━━ RECORDS FOR THIS TASK ━━
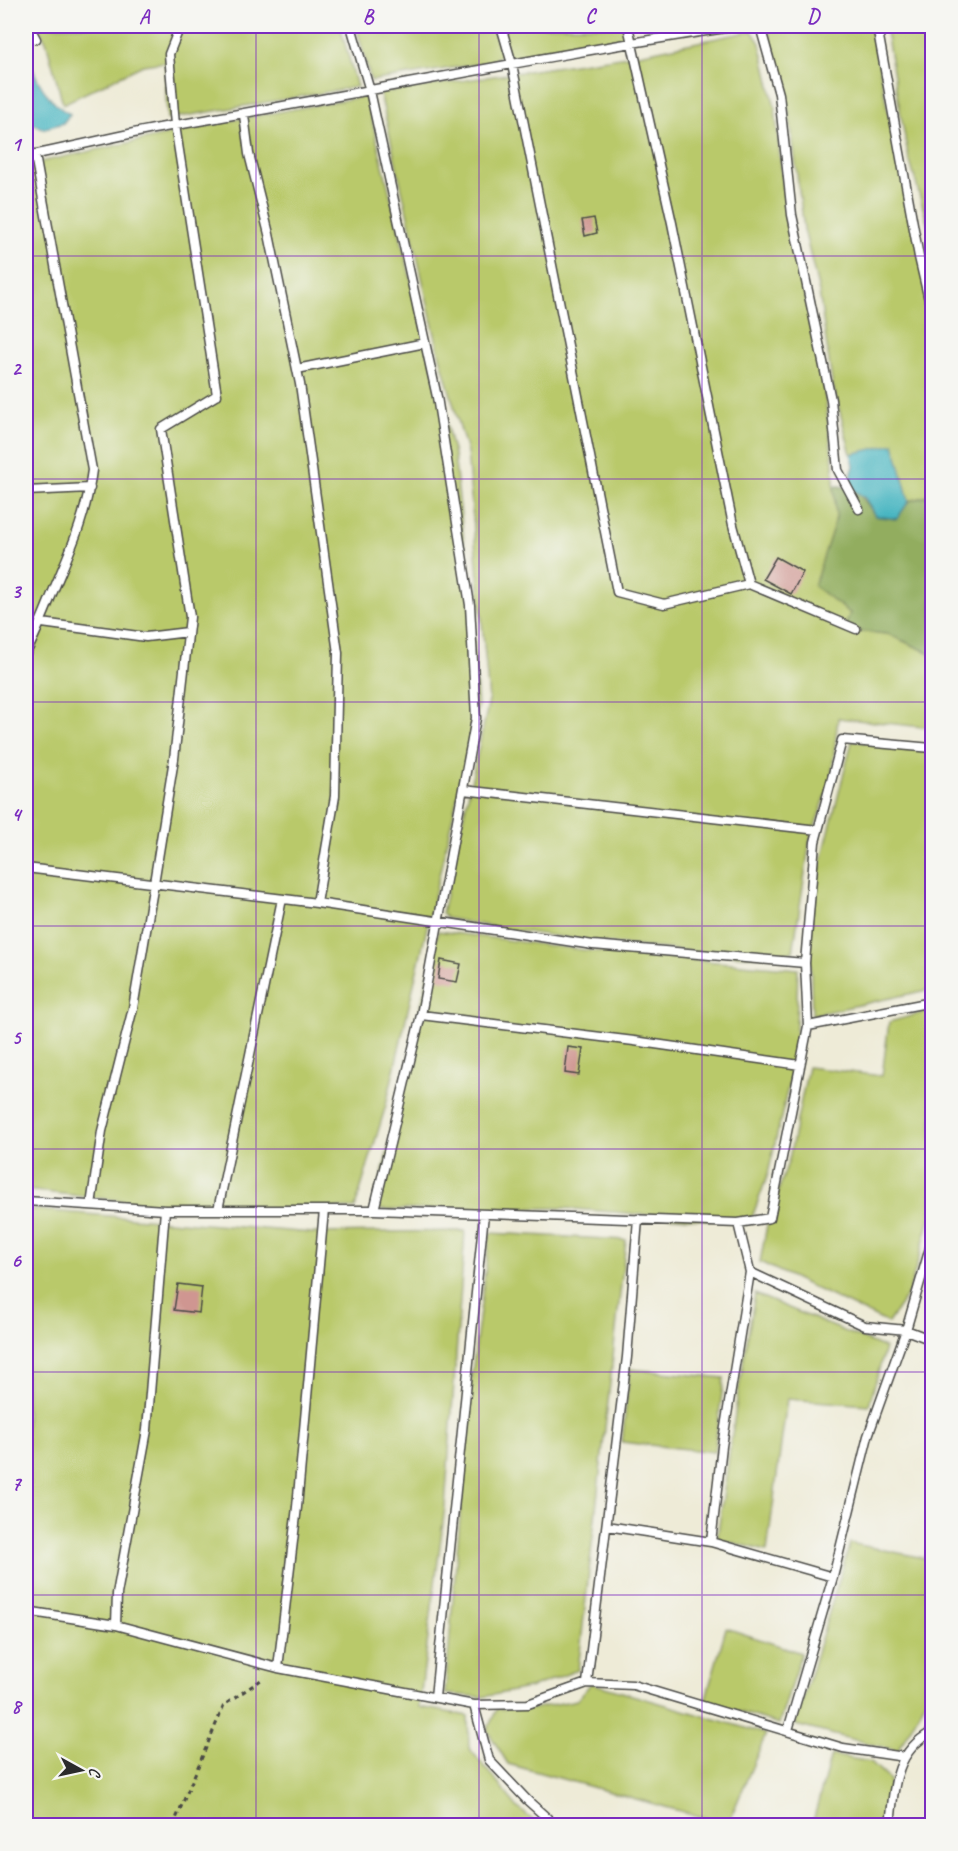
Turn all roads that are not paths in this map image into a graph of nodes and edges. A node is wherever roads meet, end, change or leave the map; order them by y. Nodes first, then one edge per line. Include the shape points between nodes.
1 (29, 26) edge
2 (180, 26) edge
3 (351, 26) edge
4 (501, 26) edge
5 (628, 26) edge
6 (739, 26) edge
7 (760, 26) edge
8 (877, 26) edge
9 (36, 39) dead end
10 (632, 42) junction
11 (512, 64) junction
12 (370, 91) junction
13 (244, 115) junction
14 (175, 125) junction
15 (30, 156) edge
16 (933, 313) edge
17 (425, 343) junction
18 (297, 369) junction
19 (90, 488) junction
20 (26, 491) edge
21 (859, 510) dead end
22 (749, 584) junction
23 (42, 623) junction
24 (856, 629) dead end
25 (188, 632) junction
26 (26, 653) edge
27 (933, 748) edge
28 (463, 790) junction
29 (818, 830) junction
30 (26, 868) edge
31 (154, 883) junction
32 (282, 898) junction
33 (317, 903) junction
34 (439, 922) junction
35 (805, 963) junction
36 (933, 1002) edge
37 (421, 1015) junction
38 (808, 1026) junction
39 (800, 1065) junction
40 (26, 1201) edge
41 (91, 1205) junction
42 (165, 1210) junction
43 (218, 1210) junction
44 (324, 1210) junction
45 (374, 1210) junction
46 (484, 1214) junction
47 (638, 1219) junction
48 (738, 1223) junction
49 (933, 1241) edge
50 (750, 1272) junction
51 (906, 1330) junction
52 (933, 1340) edge
53 (607, 1526) junction
54 (711, 1542) junction
55 (833, 1577) junction
56 (26, 1611) edge
57 (116, 1625) junction
58 (278, 1668) junction
59 (587, 1683) junction
60 (435, 1697) junction
61 (474, 1705) junction
62 (788, 1730) junction
63 (933, 1732) edge
64 (905, 1757) junction
65 (556, 1826) edge
66 (890, 1826) edge

1 - 9 lane
2 - 14 lane via 169,54
3 - 12 lane
4 - 11 lane
5 - 10 lane
6 - 10 lane
7 - 21 lane via 779,94 792,215 831,400 838,470
8 - 16 lane via 919,257
10 - 11 lane
10 - 22 lane via 733,525
11 - 12 lane
11 - 22 lane via 617,592 664,604
12 - 13 lane
12 - 17 lane
13 - 14 lane
13 - 18 lane via 249,154
14 - 15 lane
14 - 25 lane via 217,395 162,429 190,617
15 - 19 lane via 92,470
17 - 18 lane
17 - 28 lane via 470,605 476,718
18 - 33 lane via 338,654 334,796
19 - 20 lane
19 - 23 lane via 87,506
22 - 24 lane
23 - 25 lane via 146,637
23 - 26 lane
25 - 31 lane via 174,759
27 - 29 lane via 842,740
28 - 29 lane
28 - 34 lane
29 - 35 lane
30 - 31 lane
31 - 32 lane
31 - 41 lane via 133,1008 102,1131
32 - 33 lane
32 - 43 lane
33 - 34 lane
34 - 35 lane via 593,945
34 - 37 lane
35 - 38 lane
36 - 38 lane
37 - 39 lane
37 - 45 lane
38 - 39 lane
39 - 48 lane via 770,1218
40 - 41 lane
41 - 42 lane
42 - 43 lane
42 - 57 lane via 147,1430 117,1594
43 - 44 lane
44 - 45 lane
44 - 58 lane
45 - 46 lane
46 - 47 lane
46 - 60 lane
47 - 48 lane
47 - 53 lane
48 - 50 lane
49 - 51 lane
50 - 51 lane via 865,1326
50 - 54 lane
51 - 52 lane
51 - 55 lane via 868,1436
53 - 54 lane
53 - 59 lane
54 - 55 lane
55 - 62 lane
56 - 57 lane
57 - 58 lane
58 - 60 lane
59 - 61 lane via 528,1704
59 - 62 lane via 633,1685
60 - 61 lane
61 - 65 lane via 489,1760
62 - 64 lane via 843,1748
63 - 64 lane
64 - 66 lane via 895,1775

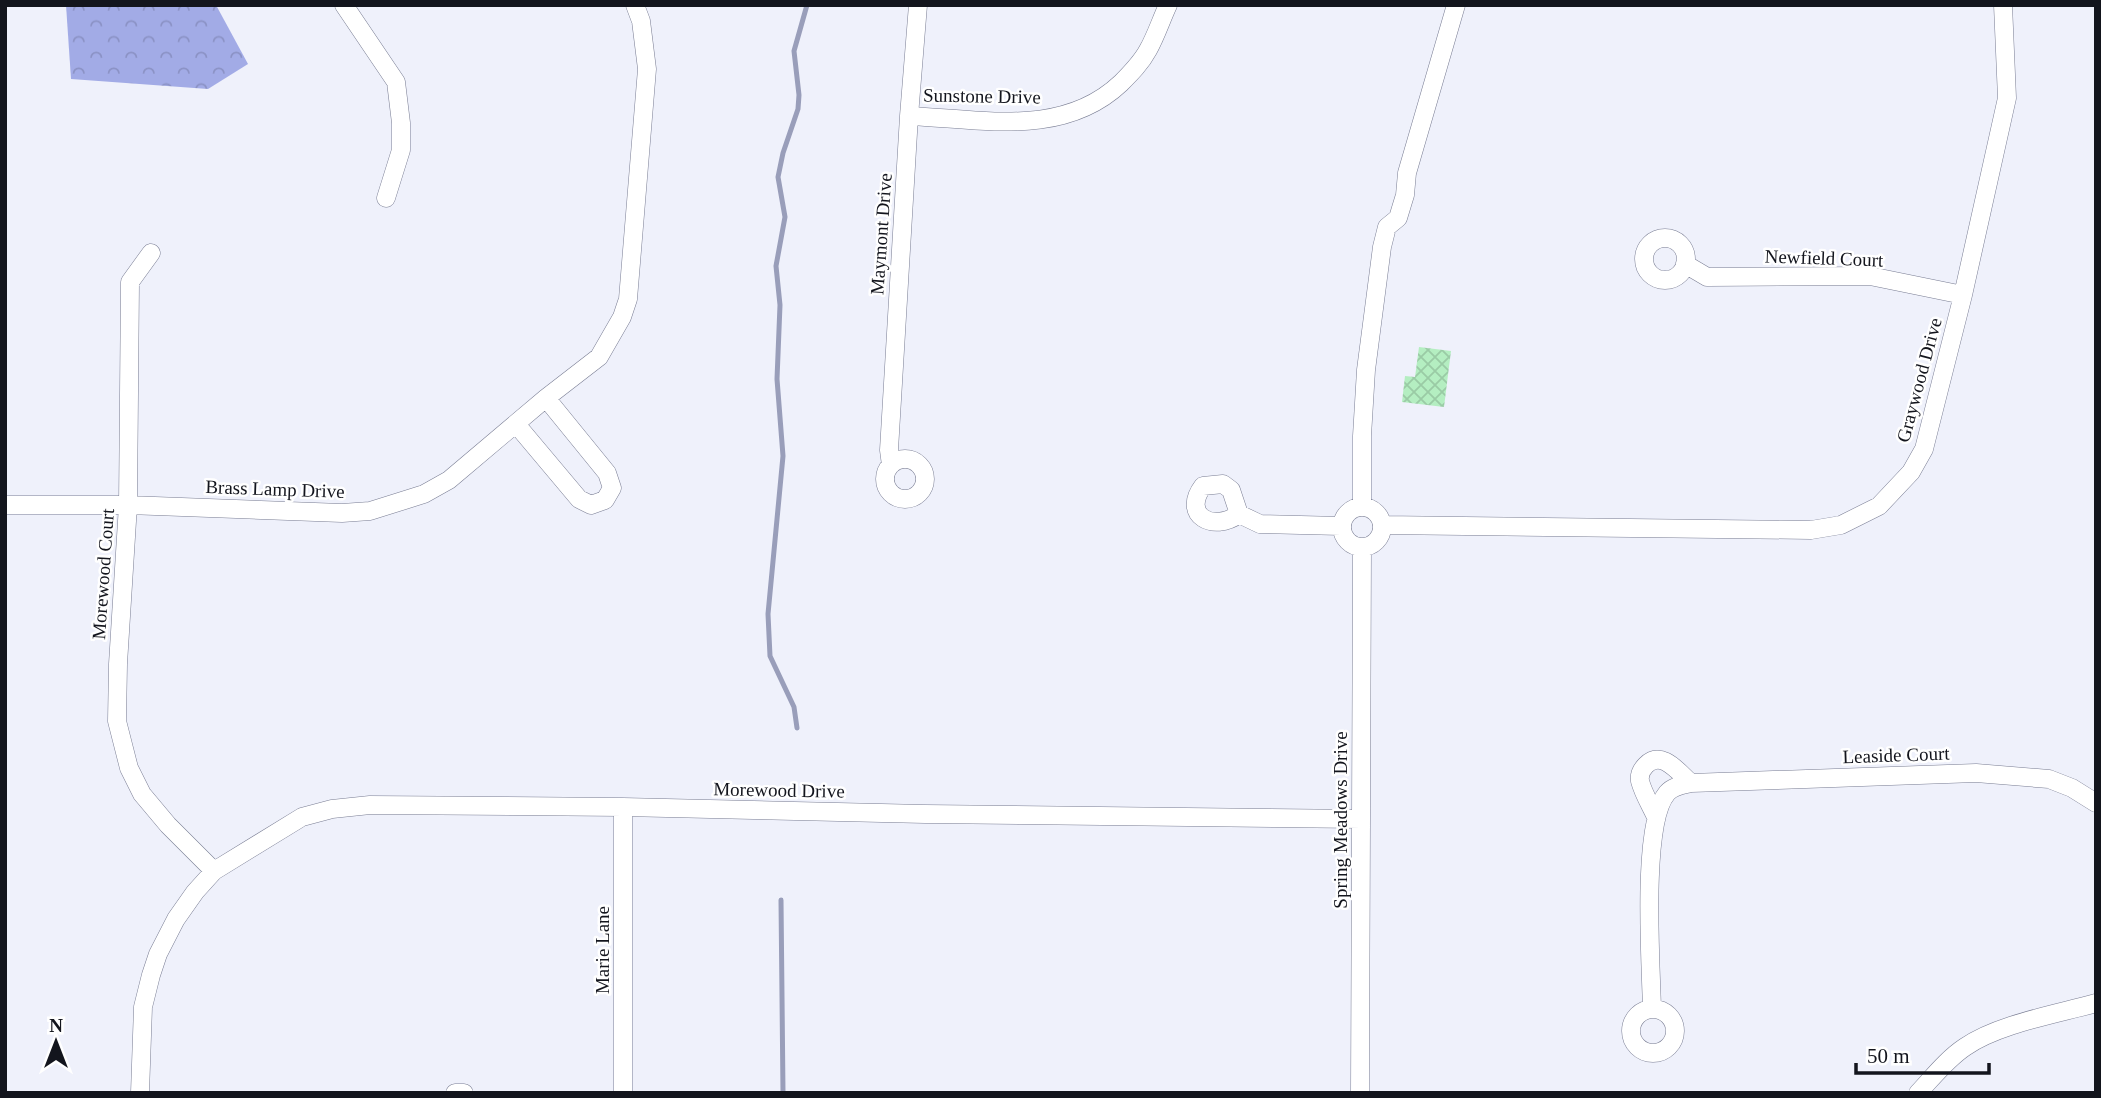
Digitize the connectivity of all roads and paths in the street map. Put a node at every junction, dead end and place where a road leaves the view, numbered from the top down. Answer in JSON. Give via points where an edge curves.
{"nodes":[{"id":1,"x":344,"y":5,"type":"edge"},
{"id":2,"x":635,"y":5,"type":"edge"},
{"id":3,"x":918,"y":5,"type":"edge"},
{"id":4,"x":1168,"y":5,"type":"edge"},
{"id":5,"x":1456,"y":5,"type":"edge"},
{"id":6,"x":2003,"y":5,"type":"edge"},
{"id":7,"x":909,"y":116,"type":"junction"},
{"id":8,"x":386,"y":198,"type":"dead end"},
{"id":9,"x":151,"y":253,"type":"dead end"},
{"id":10,"x":1685,"y":264,"type":"dead end"},
{"id":11,"x":1963,"y":295,"type":"junction"},
{"id":12,"x":546,"y":398,"type":"junction"},
{"id":13,"x":516,"y":424,"type":"junction"},
{"id":14,"x":891,"y":465,"type":"dead end"},
{"id":15,"x":5,"y":505,"type":"edge"},
{"id":16,"x":128,"y":505,"type":"junction"},
{"id":17,"x":1362,"y":506,"type":"junction"},
{"id":18,"x":1239,"y":514,"type":"dead end"},
{"id":19,"x":1382,"y":525,"type":"junction"},
{"id":20,"x":1341,"y":526,"type":"junction"},
{"id":21,"x":1362,"y":547,"type":"junction"},
{"id":22,"x":1692,"y":783,"type":"junction"},
{"id":23,"x":2096,"y":803,"type":"edge"},
{"id":24,"x":622,"y":807,"type":"junction"},
{"id":25,"x":1656,"y":817,"type":"junction"},
{"id":26,"x":1361,"y":819,"type":"junction"},
{"id":27,"x":214,"y":872,"type":"junction"},
{"id":28,"x":2096,"y":1003,"type":"edge"},
{"id":29,"x":1652,"y":1009,"type":"dead end"},
{"id":30,"x":139,"y":1093,"type":"edge"},
{"id":31,"x":454,"y":1093,"type":"edge"},
{"id":32,"x":464,"y":1093,"type":"edge"},
{"id":33,"x":622,"y":1093,"type":"edge"},
{"id":34,"x":1360,"y":1093,"type":"edge"},
{"id":35,"x":1918,"y":1093,"type":"edge"}],
"edges":[{"from":1,"to":8,"type":"street","via":[[396,82],[401,150]]},
{"from":2,"to":12,"type":"street","name":"Brass Lamp Drive","via":[[647,69],[628,299],[599,357]]},
{"from":3,"to":7,"type":"street","name":"Maymont Drive"},
{"from":4,"to":7,"type":"street","name":"Sunstone Drive","via":[[1134,71],[1095,104],[1045,120]]},
{"from":5,"to":17,"type":"street","via":[[1398,218],[1387,227],[1382,247],[1366,370]]},
{"from":6,"to":11,"type":"street","name":"Graywood Drive","via":[[2007,98]]},
{"from":7,"to":14,"type":"street","name":"Maymont Drive","via":[[888,450]]},
{"from":9,"to":16,"type":"street","name":"Morewood Court","via":[[130,282]]},
{"from":10,"to":11,"type":"street","name":"Newfield Court","via":[[1707,277],[1870,276]]},
{"from":11,"to":19,"type":"street","name":"Graywood Drive","via":[[1924,449],[1911,472],[1886,499],[1841,525],[1811,530]]},
{"from":12,"to":13,"type":"street","name":"Brass Lamp Drive"},
{"from":12,"to":13,"type":"street","via":[[607,473],[612,488],[605,500],[591,505],[579,499]]},
{"from":13,"to":16,"type":"street","name":"Brass Lamp Drive","via":[[441,485],[370,511]]},
{"from":15,"to":16,"type":"street","name":"Brass Lamp Drive"},
{"from":16,"to":27,"type":"street","name":"Morewood Court","via":[[118,664],[117,721],[122,745],[142,794]]},
{"from":17,"to":19,"type":"street","via":[[1378,514]]},
{"from":17,"to":20,"type":"street","via":[[1345,514]]},
{"from":18,"to":20,"type":"street","via":[[1261,524]]},
{"from":19,"to":21,"type":"street","via":[[1374,543]]},
{"from":20,"to":21,"type":"street","via":[[1349,543]]},
{"from":21,"to":26,"type":"street","name":"Spring Meadows Drive"},
{"from":22,"to":23,"type":"street","name":"Leaside Court","via":[[1976,773],[2049,779]]},
{"from":22,"to":25,"type":"street","name":"Leaside Court","via":[[1671,789]]},
{"from":22,"to":25,"type":"street","name":"Leaside Court","via":[[1668,762],[1647,764],[1640,781]]},
{"from":24,"to":26,"type":"street","name":"Morewood Drive"},
{"from":24,"to":27,"type":"street","name":"Morewood Drive","via":[[332,808],[303,817]]},
{"from":24,"to":33,"type":"street","name":"Marie Lane"},
{"from":25,"to":29,"type":"street","name":"Leaside Court","via":[[1649,910]]},
{"from":26,"to":34,"type":"street","name":"Spring Meadows Drive"},
{"from":27,"to":30,"type":"street","name":"Morewood Drive","via":[[176,919],[158,954],[143,1007]]},
{"from":28,"to":35,"type":"street","via":[[1997,1031],[1966,1046]]},
{"from":31,"to":32,"type":"street"}]}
━━━
Return, from the material above, each line holding the string "Meadows".

● SOLUTION TO THE EXERCISE:
{"from":21,"to":26,"type":"street","name":"Spring Meadows Drive"},
{"from":26,"to":34,"type":"street","name":"Spring Meadows Drive"},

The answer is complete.